What you are asked to do> The following data is to be repeated exactly, its pictures excluded.

Data for this exercise>
+ + + +

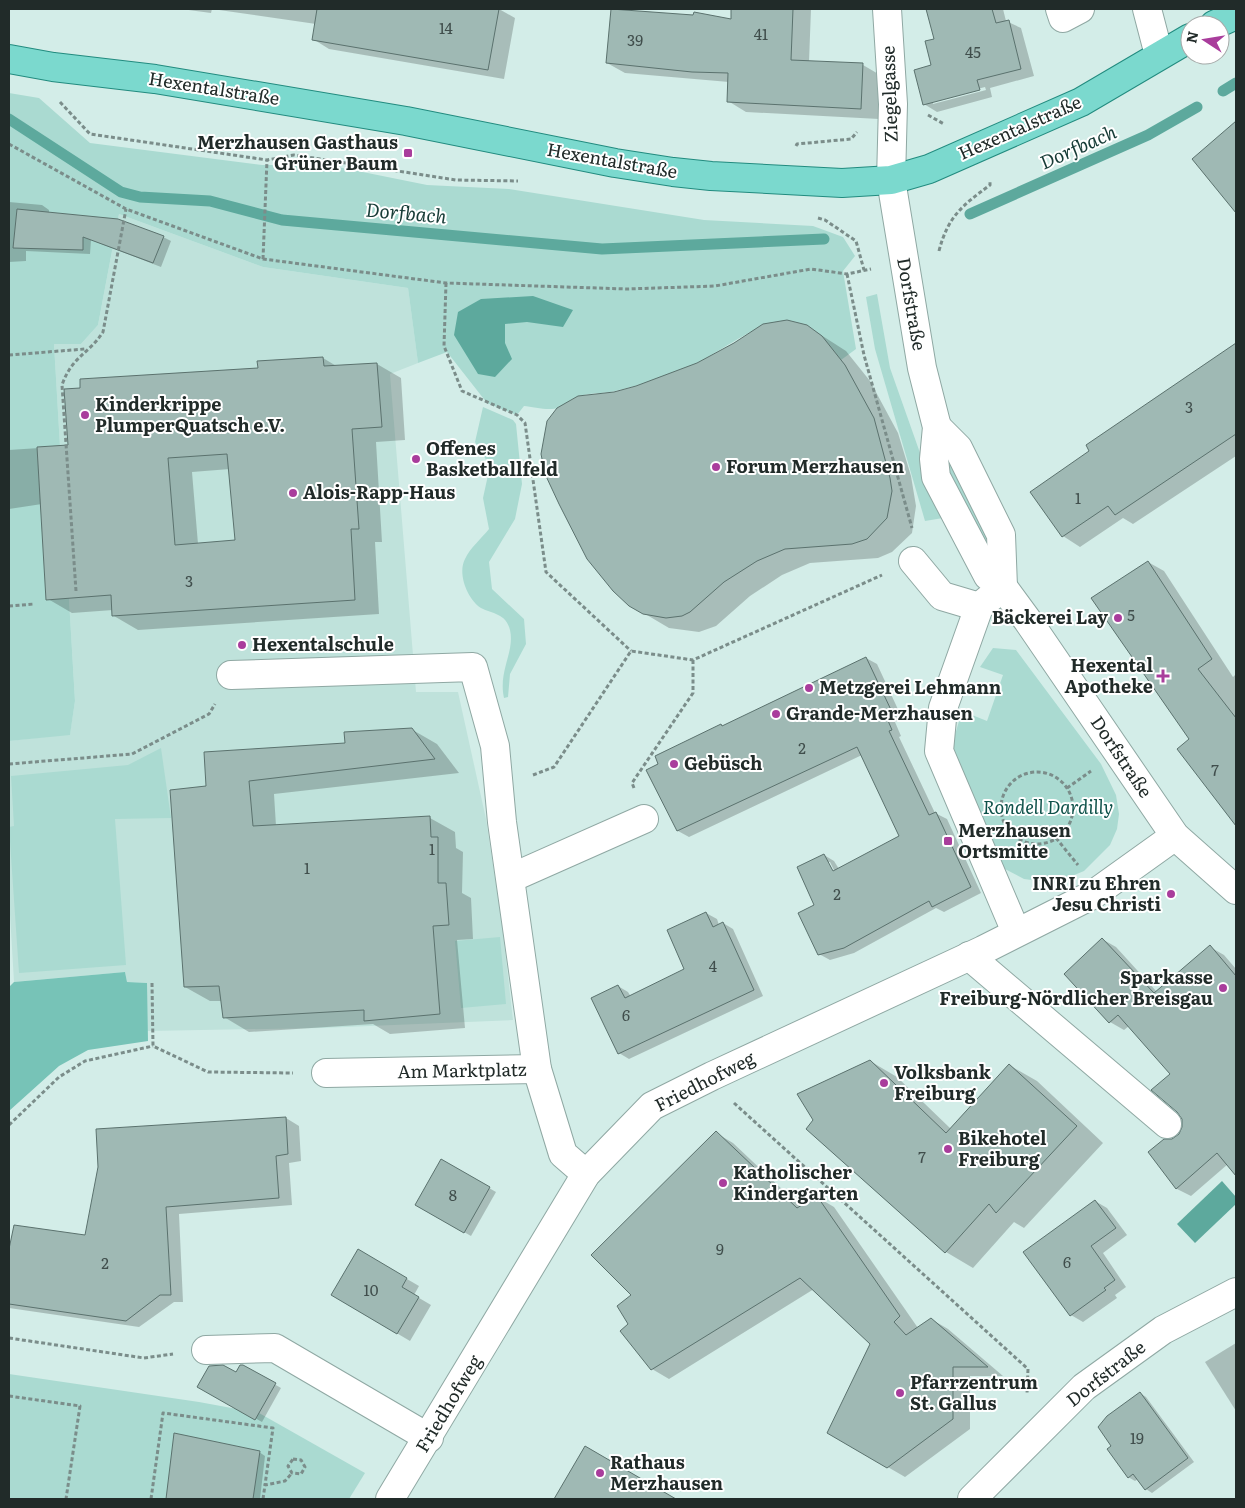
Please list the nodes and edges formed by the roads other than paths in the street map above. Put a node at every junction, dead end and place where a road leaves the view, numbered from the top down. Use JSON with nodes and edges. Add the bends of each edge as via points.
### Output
{"nodes":[{"id":1,"x":885,"y":9,"type":"edge"},
{"id":2,"x":1060,"y":9,"type":"edge"},
{"id":3,"x":1080,"y":9,"type":"edge"},
{"id":4,"x":1147,"y":9,"type":"edge"},
{"id":5,"x":1180,"y":43,"type":"edge"},
{"id":6,"x":1159,"y":55,"type":"junction"},
{"id":7,"x":9,"y":59,"type":"edge"},
{"id":8,"x":892,"y":180,"type":"junction"},
{"id":9,"x":913,"y":561,"type":"road end"},
{"id":10,"x":1002,"y":587,"type":"junction"},
{"id":11,"x":979,"y":606,"type":"junction"},
{"id":12,"x":231,"y":675,"type":"road end"},
{"id":13,"x":644,"y":819,"type":"road end"},
{"id":14,"x":1175,"y":836,"type":"junction"},
{"id":15,"x":511,"y":878,"type":"junction"},
{"id":16,"x":1236,"y":890,"type":"edge"},
{"id":17,"x":1016,"y":932,"type":"junction"},
{"id":18,"x":969,"y":956,"type":"junction"},
{"id":19,"x":537,"y":1069,"type":"junction"},
{"id":20,"x":326,"y":1073,"type":"road end"},
{"id":21,"x":1167,"y":1124,"type":"dead end"},
{"id":22,"x":586,"y":1174,"type":"junction"},
{"id":23,"x":1236,"y":1292,"type":"edge"},
{"id":24,"x":206,"y":1350,"type":"road end"},
{"id":25,"x":429,"y":1438,"type":"junction"},
{"id":26,"x":390,"y":1499,"type":"edge"},
{"id":27,"x":972,"y":1499,"type":"edge"}],
"edges":[{"from":1,"to":8,"type":"street","name":"Ziegelgasse","via":[[892,104]]},
{"from":2,"to":3,"type":"street","via":[[1063,18]]},
{"from":4,"to":6,"type":"street"},
{"from":5,"to":6,"type":"main road","name":"Hexentalstraße"},
{"from":6,"to":8,"type":"main road","name":"Hexentalstraße","via":[[1080,102],[929,169]]},
{"from":7,"to":8,"type":"main road","name":"Hexentalstraße","via":[[155,78],[673,172],[842,183]]},
{"from":8,"to":10,"type":"street","name":"Dorfstraße","via":[[922,368],[937,427],[936,477],[988,576]]},
{"from":9,"to":11,"type":"street","via":[[942,596]]},
{"from":10,"to":11,"type":"street"},
{"from":10,"to":14,"type":"street","name":"Dorfstraße"},
{"from":11,"to":17,"type":"street","via":[[943,708],[939,751]]},
{"from":12,"to":15,"type":"street","via":[[474,666],[495,746]]},
{"from":13,"to":15,"type":"street"},
{"from":14,"to":16,"type":"street","name":"Dorfstraße"},
{"from":14,"to":17,"type":"street","name":"Friedhofweg","via":[[1094,894]]},
{"from":15,"to":19,"type":"street"},
{"from":17,"to":18,"type":"street","name":"Friedhofweg"},
{"from":18,"to":21,"type":"street"},
{"from":18,"to":22,"type":"street","name":"Friedhofweg","via":[[652,1106]]},
{"from":19,"to":20,"type":"street","name":"Am Marktplatz"},
{"from":19,"to":22,"type":"street","name":"Am Marktplatz","via":[[563,1154]]},
{"from":22,"to":25,"type":"street","name":"Friedhofweg"},
{"from":23,"to":27,"type":"street","name":"Dorfstraße","via":[[1163,1330],[1084,1387]]},
{"from":24,"to":25,"type":"street","via":[[275,1348]]},
{"from":25,"to":26,"type":"street","name":"Friedhofweg"}]}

+ + + +

Expected output>
Please list the nodes and edges formed by the roads other than paths in the street map above. Put a node at every junction, dead end and place where a road leaves the view, numbered from the top down. Use JSON with nodes and edges. Add the bends of each edge as via points.
### Output
{"nodes":[{"id":1,"x":885,"y":9,"type":"edge"},
{"id":2,"x":1060,"y":9,"type":"edge"},
{"id":3,"x":1080,"y":9,"type":"edge"},
{"id":4,"x":1147,"y":9,"type":"edge"},
{"id":5,"x":1180,"y":43,"type":"edge"},
{"id":6,"x":1159,"y":55,"type":"junction"},
{"id":7,"x":9,"y":59,"type":"edge"},
{"id":8,"x":892,"y":180,"type":"junction"},
{"id":9,"x":913,"y":561,"type":"road end"},
{"id":10,"x":1002,"y":587,"type":"junction"},
{"id":11,"x":979,"y":606,"type":"junction"},
{"id":12,"x":231,"y":675,"type":"road end"},
{"id":13,"x":644,"y":819,"type":"road end"},
{"id":14,"x":1175,"y":836,"type":"junction"},
{"id":15,"x":511,"y":878,"type":"junction"},
{"id":16,"x":1236,"y":890,"type":"edge"},
{"id":17,"x":1016,"y":932,"type":"junction"},
{"id":18,"x":969,"y":956,"type":"junction"},
{"id":19,"x":537,"y":1069,"type":"junction"},
{"id":20,"x":326,"y":1073,"type":"road end"},
{"id":21,"x":1167,"y":1124,"type":"dead end"},
{"id":22,"x":586,"y":1174,"type":"junction"},
{"id":23,"x":1236,"y":1292,"type":"edge"},
{"id":24,"x":206,"y":1350,"type":"road end"},
{"id":25,"x":429,"y":1438,"type":"junction"},
{"id":26,"x":390,"y":1499,"type":"edge"},
{"id":27,"x":972,"y":1499,"type":"edge"}],
"edges":[{"from":1,"to":8,"type":"street","name":"Ziegelgasse","via":[[892,104]]},
{"from":2,"to":3,"type":"street","via":[[1063,18]]},
{"from":4,"to":6,"type":"street"},
{"from":5,"to":6,"type":"main road","name":"Hexentalstraße"},
{"from":6,"to":8,"type":"main road","name":"Hexentalstraße","via":[[1080,102],[929,169]]},
{"from":7,"to":8,"type":"main road","name":"Hexentalstraße","via":[[155,78],[673,172],[842,183]]},
{"from":8,"to":10,"type":"street","name":"Dorfstraße","via":[[922,368],[937,427],[936,477],[988,576]]},
{"from":9,"to":11,"type":"street","via":[[942,596]]},
{"from":10,"to":11,"type":"street"},
{"from":10,"to":14,"type":"street","name":"Dorfstraße"},
{"from":11,"to":17,"type":"street","via":[[943,708],[939,751]]},
{"from":12,"to":15,"type":"street","via":[[474,666],[495,746]]},
{"from":13,"to":15,"type":"street"},
{"from":14,"to":16,"type":"street","name":"Dorfstraße"},
{"from":14,"to":17,"type":"street","name":"Friedhofweg","via":[[1094,894]]},
{"from":15,"to":19,"type":"street"},
{"from":17,"to":18,"type":"street","name":"Friedhofweg"},
{"from":18,"to":21,"type":"street"},
{"from":18,"to":22,"type":"street","name":"Friedhofweg","via":[[652,1106]]},
{"from":19,"to":20,"type":"street","name":"Am Marktplatz"},
{"from":19,"to":22,"type":"street","name":"Am Marktplatz","via":[[563,1154]]},
{"from":22,"to":25,"type":"street","name":"Friedhofweg"},
{"from":23,"to":27,"type":"street","name":"Dorfstraße","via":[[1163,1330],[1084,1387]]},
{"from":24,"to":25,"type":"street","via":[[275,1348]]},
{"from":25,"to":26,"type":"street","name":"Friedhofweg"}]}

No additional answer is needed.